Beatrice é a socialite caída em desgraça por seu envolvimento com um tipo mafioso, que a levou a dar golpes financeiros que arruinaram sua família. Mesmo restrita à clínica, sem liberdade para passeios e à base de remédios tarja preta, ela nunca perde a pose. São hilários seus comentários sobre comida e figurino e suas memórias de grandeza, quem sabe o quanto reais ou imaginárias.

Sentindo-se aristocrática, ela resiste a engajar-se nas tarefas comunitárias em que se ocupam os demais pacientes, o que lhe vale um maior isolamento – e acessos de uma inevitável tristeza e solidão, que ela disfarça debaixo de um jorro sistemático de palavras, que poucos, no entanto, param para ouvir. Em todos os seus gestos, há um componente de encenação, este é seu número.

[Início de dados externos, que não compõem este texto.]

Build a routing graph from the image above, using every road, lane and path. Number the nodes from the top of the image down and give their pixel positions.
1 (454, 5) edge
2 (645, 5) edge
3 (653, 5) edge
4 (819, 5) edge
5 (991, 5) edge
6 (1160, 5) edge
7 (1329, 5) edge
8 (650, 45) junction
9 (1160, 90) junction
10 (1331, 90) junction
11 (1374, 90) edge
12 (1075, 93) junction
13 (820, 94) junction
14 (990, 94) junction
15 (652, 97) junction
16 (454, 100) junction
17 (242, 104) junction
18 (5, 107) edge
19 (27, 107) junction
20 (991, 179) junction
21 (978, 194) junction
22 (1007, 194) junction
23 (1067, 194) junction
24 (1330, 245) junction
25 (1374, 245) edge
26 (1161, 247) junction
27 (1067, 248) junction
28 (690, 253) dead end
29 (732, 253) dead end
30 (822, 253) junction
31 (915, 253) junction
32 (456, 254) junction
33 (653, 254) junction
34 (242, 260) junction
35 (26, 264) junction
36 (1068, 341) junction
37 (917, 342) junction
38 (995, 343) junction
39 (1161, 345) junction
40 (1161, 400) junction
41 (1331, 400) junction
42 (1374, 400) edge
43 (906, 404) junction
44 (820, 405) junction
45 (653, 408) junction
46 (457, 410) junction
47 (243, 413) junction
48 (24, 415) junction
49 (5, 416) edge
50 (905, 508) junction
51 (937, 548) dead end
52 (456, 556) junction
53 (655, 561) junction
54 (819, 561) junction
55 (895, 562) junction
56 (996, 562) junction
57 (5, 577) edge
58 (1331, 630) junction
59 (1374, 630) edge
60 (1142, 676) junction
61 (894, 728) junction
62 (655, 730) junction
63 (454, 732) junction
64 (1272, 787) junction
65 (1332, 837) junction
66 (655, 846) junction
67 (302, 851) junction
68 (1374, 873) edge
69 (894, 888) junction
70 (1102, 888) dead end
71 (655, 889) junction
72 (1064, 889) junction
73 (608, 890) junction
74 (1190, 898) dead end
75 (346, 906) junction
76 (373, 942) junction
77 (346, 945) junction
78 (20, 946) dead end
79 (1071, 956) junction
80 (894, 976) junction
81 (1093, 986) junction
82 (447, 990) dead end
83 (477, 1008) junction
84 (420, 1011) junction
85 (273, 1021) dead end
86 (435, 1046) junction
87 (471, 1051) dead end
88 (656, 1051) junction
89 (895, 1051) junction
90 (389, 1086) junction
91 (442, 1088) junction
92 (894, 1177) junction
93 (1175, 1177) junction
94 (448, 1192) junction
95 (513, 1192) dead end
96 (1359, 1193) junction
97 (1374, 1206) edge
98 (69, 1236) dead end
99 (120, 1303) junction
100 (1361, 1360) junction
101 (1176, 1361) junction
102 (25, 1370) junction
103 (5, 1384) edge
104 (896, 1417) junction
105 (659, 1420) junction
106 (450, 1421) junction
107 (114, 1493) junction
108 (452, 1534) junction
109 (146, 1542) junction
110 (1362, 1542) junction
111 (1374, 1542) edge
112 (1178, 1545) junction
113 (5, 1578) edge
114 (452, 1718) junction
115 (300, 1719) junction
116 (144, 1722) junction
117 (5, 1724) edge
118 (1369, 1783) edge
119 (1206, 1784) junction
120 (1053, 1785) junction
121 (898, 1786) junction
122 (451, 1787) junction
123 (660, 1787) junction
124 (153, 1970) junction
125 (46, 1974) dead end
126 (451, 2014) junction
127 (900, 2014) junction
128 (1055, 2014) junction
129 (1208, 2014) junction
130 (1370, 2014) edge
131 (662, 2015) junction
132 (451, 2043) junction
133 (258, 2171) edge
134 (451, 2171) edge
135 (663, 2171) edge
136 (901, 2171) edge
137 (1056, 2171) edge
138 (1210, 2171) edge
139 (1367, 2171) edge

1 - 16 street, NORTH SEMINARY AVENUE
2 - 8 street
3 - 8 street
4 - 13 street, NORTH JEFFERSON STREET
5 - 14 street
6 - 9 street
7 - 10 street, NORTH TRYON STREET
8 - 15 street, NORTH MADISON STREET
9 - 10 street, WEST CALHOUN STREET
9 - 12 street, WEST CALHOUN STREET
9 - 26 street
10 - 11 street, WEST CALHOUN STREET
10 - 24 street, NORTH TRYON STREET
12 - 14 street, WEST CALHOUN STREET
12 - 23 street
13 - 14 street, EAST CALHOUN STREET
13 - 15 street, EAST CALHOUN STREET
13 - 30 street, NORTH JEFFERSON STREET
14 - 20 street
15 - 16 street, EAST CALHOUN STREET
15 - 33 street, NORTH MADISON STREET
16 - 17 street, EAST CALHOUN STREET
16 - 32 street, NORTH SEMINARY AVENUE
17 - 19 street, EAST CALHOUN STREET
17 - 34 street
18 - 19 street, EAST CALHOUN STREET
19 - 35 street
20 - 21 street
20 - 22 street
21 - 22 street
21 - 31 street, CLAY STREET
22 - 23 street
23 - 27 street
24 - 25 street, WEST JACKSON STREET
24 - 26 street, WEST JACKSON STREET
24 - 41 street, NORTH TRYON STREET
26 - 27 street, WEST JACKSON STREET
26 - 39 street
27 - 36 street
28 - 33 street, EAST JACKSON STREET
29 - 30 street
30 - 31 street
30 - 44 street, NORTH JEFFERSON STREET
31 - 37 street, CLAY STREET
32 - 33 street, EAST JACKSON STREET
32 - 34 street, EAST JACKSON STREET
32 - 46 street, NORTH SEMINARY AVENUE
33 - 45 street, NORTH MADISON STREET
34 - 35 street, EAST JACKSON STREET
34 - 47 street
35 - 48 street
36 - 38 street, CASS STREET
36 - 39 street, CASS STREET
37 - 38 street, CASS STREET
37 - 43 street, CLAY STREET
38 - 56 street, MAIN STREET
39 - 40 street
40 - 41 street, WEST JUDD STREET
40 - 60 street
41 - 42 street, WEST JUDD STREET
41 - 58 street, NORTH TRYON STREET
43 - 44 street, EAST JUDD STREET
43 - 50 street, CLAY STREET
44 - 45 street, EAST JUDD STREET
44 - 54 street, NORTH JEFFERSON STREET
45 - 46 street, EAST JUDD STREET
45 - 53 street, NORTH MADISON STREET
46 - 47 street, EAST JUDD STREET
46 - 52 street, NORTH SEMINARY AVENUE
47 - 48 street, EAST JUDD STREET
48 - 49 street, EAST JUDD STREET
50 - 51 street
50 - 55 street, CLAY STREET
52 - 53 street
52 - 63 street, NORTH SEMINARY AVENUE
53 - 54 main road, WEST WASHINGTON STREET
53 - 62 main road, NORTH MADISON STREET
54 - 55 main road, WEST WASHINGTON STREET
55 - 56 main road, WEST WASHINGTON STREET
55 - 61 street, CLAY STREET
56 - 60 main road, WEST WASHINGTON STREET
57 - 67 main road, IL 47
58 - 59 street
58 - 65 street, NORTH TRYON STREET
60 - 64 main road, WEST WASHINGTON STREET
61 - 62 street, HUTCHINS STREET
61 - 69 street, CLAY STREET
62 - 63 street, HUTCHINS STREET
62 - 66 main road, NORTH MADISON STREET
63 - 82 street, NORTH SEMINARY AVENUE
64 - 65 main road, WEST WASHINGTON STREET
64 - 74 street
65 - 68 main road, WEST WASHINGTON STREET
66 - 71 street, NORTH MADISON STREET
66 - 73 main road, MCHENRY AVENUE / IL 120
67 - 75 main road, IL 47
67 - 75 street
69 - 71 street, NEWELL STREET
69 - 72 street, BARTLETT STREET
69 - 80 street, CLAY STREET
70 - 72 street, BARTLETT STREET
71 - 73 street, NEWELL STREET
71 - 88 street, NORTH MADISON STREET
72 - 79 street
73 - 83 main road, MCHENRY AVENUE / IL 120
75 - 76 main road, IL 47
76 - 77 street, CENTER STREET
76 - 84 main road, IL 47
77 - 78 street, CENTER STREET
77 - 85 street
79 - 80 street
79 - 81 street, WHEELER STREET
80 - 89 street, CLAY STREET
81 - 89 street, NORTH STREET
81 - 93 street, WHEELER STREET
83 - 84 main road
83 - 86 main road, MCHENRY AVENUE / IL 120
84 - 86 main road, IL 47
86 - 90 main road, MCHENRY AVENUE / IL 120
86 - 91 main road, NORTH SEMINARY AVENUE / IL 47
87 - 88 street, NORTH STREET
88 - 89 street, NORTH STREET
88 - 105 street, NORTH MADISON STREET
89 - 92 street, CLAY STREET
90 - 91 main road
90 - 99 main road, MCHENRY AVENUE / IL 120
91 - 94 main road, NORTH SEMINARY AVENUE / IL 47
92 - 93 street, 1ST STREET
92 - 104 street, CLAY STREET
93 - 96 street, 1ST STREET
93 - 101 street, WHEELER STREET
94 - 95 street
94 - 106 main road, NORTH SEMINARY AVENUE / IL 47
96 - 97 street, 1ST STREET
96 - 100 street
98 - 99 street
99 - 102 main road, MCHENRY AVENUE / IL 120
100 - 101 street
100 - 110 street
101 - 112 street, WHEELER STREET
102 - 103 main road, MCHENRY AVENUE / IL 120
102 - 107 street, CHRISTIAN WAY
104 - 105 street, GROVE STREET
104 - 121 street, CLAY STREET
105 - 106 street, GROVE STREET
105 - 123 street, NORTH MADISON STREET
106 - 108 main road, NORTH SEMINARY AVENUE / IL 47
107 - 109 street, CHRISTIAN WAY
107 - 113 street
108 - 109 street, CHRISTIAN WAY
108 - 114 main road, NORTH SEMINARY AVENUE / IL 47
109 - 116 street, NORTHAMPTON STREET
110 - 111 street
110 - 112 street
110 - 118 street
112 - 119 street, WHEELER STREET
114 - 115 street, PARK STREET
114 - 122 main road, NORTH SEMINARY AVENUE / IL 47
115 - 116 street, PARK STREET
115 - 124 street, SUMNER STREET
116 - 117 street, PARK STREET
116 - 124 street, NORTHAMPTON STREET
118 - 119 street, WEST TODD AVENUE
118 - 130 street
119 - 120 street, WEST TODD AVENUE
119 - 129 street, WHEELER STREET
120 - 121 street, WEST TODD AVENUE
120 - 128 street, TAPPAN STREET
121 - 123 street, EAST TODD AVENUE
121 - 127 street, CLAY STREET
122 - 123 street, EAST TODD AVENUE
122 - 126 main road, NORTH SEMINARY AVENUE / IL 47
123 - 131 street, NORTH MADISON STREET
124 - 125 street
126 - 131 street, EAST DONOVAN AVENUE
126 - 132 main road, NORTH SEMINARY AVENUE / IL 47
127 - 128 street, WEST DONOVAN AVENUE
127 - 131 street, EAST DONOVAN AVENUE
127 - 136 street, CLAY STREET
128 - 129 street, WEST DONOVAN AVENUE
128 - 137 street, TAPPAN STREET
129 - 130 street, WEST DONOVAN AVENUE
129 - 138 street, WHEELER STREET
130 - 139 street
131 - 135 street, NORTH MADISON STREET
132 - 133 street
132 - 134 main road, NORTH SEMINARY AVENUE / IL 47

A chegada de uma nova paciente, Donatella, em tudo oposta a Beatrice, não parece promissora. A recém-chegada está devastada, física e emocionalmente, com um histórico de uso de drogas e uma tentativa de suicídio junto com um filho bebê (que sobreviveu e foi entregue à adoção). Resiste a mover-se, falar, até comer. Mas o par inusitado se forma, até porque a moça silenciosa sabe, como ninguém, ouvir a tagarela Beatrice.

Um passeio de pacientes dá às duas a oportunidade de uma fuga – a bem da verdade, arquitetada por Beatrice. Fora do ambiente protegido da clínica – que, nestes novos tempos, em nada se parece com o hospital repressor de “Um estranho no ninho” -, as duas vão experimentar seus limites, em aventuras que envolvem um shopping center, um restaurante chique e contatos com figuras do passado, como as respectivas mães de cada uma (vividas por Anna Galiena e Marisa Borini, mãe real de Valeria Bruni) e o ex- de Beatrice (Bob Massini).

Esses momentos na estrada substituem, com vantagem, os flashbacks, permitindo entender o percurso emocional de cada uma – em que cabe uma enorme dor, perdas e melancolia, mas também os sonhos que as alimentam.

É particularmente tocante o esforço de Micaela para reencontrar o filho, incorporando situações com alto risco de pieguice, de que o filme finalmente se safa. Emerge deste retrato de duas mulheres, afinal, um profundo respeito por suas escolhas e dificuldades. Assim, é possível o espectador habitar o espaço em torno delas e tornar-se também seu cúmplice.